Rozmowa

Wtorek, 2 Niedziela Wielkanocna, czyli Miłosierdzia Bożego, rok II, J 3,7-15

 W odpowiedzi rzekł do Niego Nikodem: Jakżeż to się może stać? Odpowiadając na to rzekł mu Jezus: Ty jesteś nauczycielem Izraela, a tego nie wiesz? Zaprawdę, zaprawdę, powiadam ci, że to mówimy, co wiemy, i o tym świadczymy, cośmy widzieli, a świadectwa naszego nie przyjmujecie. Jeżeli wam mówię o tym, co jest ziemskie, a nie wierzycie, to jakżeż uwierzycie temu, co wam powiem o sprawach niebieskich? I nikt nie wstąpił do nieba, oprócz Tego, który z nieba zstąpił - Syna Człowieczego. A jak Mojżesz wywyższył węża na pustyni, tak potrzeba, by wywyższono Syna Człowieczego, aby każdy, kto w Niego wierzy, miał życie wieczne.

 

Jezus rozmawia z Nikodemem przychodzącym do Niego nocą. Podczas spotkania daje mu pewne wskazania ale też zauważa, że Jego rozmówca ich nie rozumie (niektórych słów i użytych porównań). Jezus nawiązuje w nich do obietnicy, jaką da uczniom przed swoim odejściem z tego świata. Obietnica ta będzie dotyczyła posłania Ducha Świętego, który będzie kontynuował rozpoczęte przez Niego dzieło.

Chrystus mówi dziś o wietrze, który wieje, gdzie chce – nie ma utartych schematów czy stałych szlaków. To nadsłuchiwanie symbolizuje pewnego rodzaju wysiłek a zarazem otwartość człowieka na Boży głos i Jego natchnienia. Uczeń Zmartwychwstałego Pana winien rozważać słowa Jezusa, ale także wciąż nadsłuchiwać tego delikatnego powiewu Ducha Świętego i podążać za Nim. 
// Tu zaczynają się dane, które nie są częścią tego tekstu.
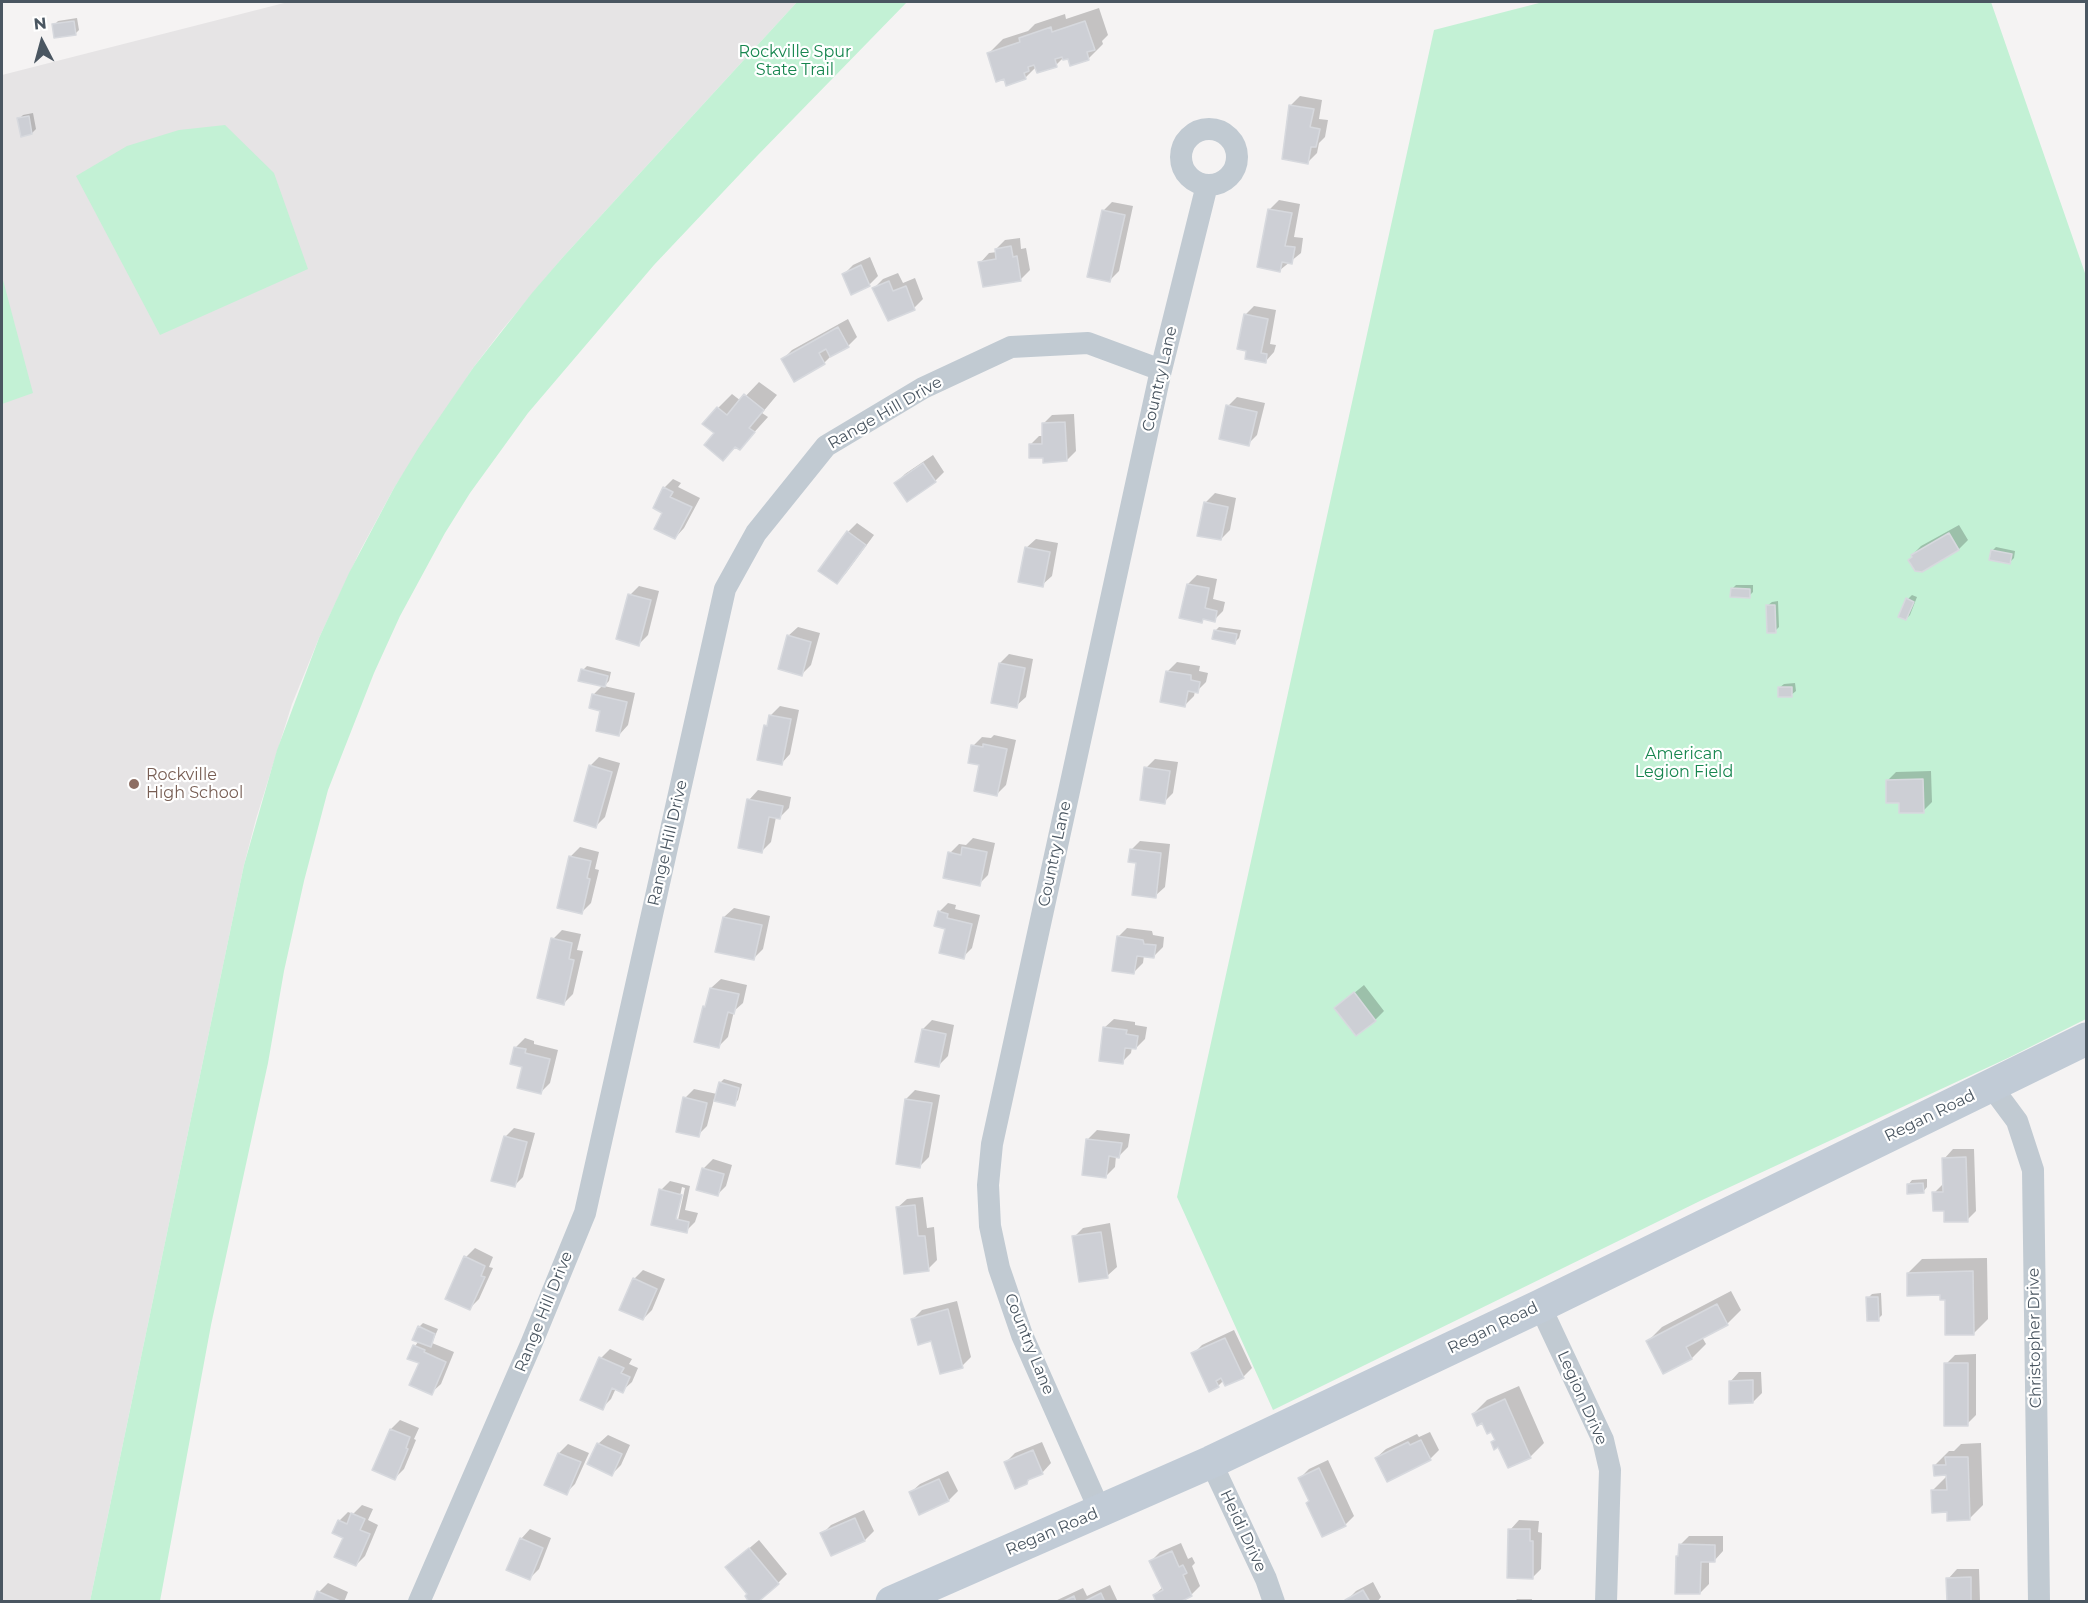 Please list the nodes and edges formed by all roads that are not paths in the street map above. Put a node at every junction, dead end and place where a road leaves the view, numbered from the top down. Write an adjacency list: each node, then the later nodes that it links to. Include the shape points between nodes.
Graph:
1 (1207, 185): 2 (street, Country Lane)
2 (1161, 370): 7 (street, Country Lane, via 995,1133 988,1185 990,1226 999,1268 1022,1335); 8 (street, Range Hill Drive, via 1088,343 1011,347 923,388 826,446 756,533 725,590 585,1213)
3 (2086, 1039): 4 (street, Regan Road)
4 (1991, 1086): 5 (street, Regan Road); 12 (street, Christopher Drive, via 2017,1120 2033,1170)
5 (1540, 1306): 6 (street, Regan Road); 11 (street, Legion Drive, via 1603,1440 1610,1470)
6 (1211, 1462): 7 (street, Regan Road); 10 (street, Heidi Drive)
7 (1100, 1512): 9 (street, Regan Road)
8 (419, 1602)
9 (892, 1602)
10 (1274, 1602)
11 (1606, 1602)
12 (2039, 1602)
Uczniowie Jezusa winni nieustannie zabiegać o stałą przyjaźń z Bogiem przez stan łaski uświecającej, gdyż ona ułatwia właściwe odczytanie Bożych zamiarów. Cenne jest też wewnętrzne wyciszenie, co pomoże w nadsłuchiwaniu tego delikatnego głosu - powiewu Ducha Świętego. Jezus ma przy tym świadomość, że jego słowa (udzielane rady) są dobre, że tymi słowami nie wprowadza nikogo w błąd: „to mówimy, co wiemy, i o tym świadczymy, cośmy widzieli ”.